Preferential activation of mitomycin C to cytotoxic metabolites by hypoxic tumor cells.

Mitomycin C, a bioreductive alkylating agent with clinical utility against several human tumors, was found to be selectively toxic at a relatively low concentration (1.5 micro M) to EMT6 tumor cells made chronically hypoxic by preincubation in 95% N2-5% CO2 for 4 hr prior to drug exposure. This selective cytotoxicity correlated well with the preferential activation and metabolism of mitomycin C by sonicated cell preparations. The bioactivation of mitomycin C to an alkylating agent by EMT6 and Sarcoma 180 cell sonicates required hypoxic conditions and a reduced nicotinamide adenine dinucleotide phosphate-generating system.
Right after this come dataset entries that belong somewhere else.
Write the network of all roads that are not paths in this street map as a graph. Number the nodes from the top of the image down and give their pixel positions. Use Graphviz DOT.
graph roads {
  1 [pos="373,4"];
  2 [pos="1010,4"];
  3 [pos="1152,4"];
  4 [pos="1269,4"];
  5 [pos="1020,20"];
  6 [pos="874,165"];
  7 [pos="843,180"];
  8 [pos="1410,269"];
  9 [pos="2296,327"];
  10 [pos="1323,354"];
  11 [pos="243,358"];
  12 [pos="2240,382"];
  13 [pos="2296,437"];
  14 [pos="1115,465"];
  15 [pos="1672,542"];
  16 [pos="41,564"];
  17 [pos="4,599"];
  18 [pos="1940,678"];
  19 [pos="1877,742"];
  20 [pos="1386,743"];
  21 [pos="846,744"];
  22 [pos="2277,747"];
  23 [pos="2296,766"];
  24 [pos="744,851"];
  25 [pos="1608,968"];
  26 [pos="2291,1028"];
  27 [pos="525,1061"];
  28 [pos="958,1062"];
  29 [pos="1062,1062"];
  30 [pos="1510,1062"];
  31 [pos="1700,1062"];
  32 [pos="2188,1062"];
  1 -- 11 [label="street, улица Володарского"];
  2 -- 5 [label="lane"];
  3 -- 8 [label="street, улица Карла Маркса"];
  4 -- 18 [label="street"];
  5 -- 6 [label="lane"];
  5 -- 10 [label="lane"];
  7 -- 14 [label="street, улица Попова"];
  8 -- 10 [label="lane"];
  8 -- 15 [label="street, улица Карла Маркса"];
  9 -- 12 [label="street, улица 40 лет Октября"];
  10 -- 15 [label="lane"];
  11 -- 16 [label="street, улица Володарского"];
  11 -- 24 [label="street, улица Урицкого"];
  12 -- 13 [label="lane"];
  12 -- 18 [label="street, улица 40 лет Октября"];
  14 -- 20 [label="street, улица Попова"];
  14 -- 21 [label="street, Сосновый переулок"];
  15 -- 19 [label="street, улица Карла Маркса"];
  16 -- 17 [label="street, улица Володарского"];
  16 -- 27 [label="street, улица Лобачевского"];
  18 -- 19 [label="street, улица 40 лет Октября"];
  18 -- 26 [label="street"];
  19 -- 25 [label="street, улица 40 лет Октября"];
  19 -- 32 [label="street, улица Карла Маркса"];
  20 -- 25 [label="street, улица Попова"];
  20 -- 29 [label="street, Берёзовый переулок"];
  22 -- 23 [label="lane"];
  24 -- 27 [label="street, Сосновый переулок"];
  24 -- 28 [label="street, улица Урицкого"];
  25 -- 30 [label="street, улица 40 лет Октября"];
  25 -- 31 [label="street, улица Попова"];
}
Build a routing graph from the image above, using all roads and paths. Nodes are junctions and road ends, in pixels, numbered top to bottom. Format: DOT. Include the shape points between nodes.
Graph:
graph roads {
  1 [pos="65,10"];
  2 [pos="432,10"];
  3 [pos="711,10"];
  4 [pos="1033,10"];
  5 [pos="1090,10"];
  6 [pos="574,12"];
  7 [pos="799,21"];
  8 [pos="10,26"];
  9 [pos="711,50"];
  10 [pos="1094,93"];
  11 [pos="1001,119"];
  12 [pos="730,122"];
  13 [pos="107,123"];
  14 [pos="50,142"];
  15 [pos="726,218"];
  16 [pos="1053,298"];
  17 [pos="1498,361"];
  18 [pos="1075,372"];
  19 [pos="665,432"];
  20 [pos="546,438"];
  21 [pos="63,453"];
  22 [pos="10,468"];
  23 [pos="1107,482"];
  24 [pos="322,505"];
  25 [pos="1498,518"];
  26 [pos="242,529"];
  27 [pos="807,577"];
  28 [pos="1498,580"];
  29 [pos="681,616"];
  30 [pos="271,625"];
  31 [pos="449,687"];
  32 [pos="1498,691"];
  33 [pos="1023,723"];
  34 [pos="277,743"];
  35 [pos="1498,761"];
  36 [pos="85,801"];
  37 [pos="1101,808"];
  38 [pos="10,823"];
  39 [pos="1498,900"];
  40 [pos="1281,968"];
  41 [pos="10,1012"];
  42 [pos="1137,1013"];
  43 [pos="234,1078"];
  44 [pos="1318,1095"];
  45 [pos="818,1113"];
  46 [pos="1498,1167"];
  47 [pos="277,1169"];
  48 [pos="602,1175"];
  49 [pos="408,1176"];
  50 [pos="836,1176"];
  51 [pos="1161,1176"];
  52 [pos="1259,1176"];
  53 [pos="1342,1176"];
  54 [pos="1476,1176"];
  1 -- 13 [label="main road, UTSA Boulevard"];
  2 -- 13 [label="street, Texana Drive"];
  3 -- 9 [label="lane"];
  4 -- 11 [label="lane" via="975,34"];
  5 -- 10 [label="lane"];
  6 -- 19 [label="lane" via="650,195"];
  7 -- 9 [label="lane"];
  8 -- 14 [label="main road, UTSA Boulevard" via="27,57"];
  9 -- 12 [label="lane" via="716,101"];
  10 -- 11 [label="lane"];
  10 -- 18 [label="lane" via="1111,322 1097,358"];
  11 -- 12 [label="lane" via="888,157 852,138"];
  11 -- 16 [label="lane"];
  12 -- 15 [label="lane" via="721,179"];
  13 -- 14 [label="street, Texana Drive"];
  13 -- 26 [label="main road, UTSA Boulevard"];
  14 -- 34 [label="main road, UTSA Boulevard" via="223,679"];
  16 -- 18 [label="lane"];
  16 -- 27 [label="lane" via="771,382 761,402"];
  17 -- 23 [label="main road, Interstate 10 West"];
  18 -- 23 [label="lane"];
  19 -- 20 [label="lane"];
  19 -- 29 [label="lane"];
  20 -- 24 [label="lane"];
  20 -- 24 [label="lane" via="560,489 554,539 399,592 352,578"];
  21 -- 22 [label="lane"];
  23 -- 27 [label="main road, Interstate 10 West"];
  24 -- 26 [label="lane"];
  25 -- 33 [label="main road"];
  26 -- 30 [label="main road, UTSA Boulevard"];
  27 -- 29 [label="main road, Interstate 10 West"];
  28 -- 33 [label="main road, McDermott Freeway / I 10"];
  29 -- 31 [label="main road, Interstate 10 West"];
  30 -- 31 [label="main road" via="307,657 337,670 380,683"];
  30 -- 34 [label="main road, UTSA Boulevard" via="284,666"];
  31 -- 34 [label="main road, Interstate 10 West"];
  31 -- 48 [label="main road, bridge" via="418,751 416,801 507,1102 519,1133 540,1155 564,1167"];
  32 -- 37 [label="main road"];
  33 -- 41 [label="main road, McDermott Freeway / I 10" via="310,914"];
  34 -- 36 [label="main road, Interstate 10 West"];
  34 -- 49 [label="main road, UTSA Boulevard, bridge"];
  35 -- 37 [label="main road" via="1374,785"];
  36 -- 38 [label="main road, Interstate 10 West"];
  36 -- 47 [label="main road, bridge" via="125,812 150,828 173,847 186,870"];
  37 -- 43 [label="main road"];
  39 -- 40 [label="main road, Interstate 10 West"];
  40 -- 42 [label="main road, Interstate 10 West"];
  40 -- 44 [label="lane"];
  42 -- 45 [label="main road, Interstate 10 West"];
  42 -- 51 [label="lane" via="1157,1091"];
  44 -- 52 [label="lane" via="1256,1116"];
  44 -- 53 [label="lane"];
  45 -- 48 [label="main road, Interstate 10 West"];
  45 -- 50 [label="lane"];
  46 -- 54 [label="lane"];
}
Furthermore, the formation of reactive drug metabolites and the disappearance of mitomycin C from the reaction mixture were inhibited by carbon monoxide. The presence of potassium cyanide in the incubation mixture did not affect either the rate of overall metabolism or the rate of formation of reactive metabolites. A high rate of disappearance of mitomycin C from the medium of intact cultures of EMT6 cells was found only in those cultures which were made chronically hypoxic. These data suggest that bioreductive alkylating agents like mitomycin C have the potential to attack selectively the chemotherapeutically resistant hypoxic cell component of solid tumors. Thus, agents capable of bioreductive alkylation should be useful adjuncts to existing therapeutic regimens which are effective against well-oxygenated cells.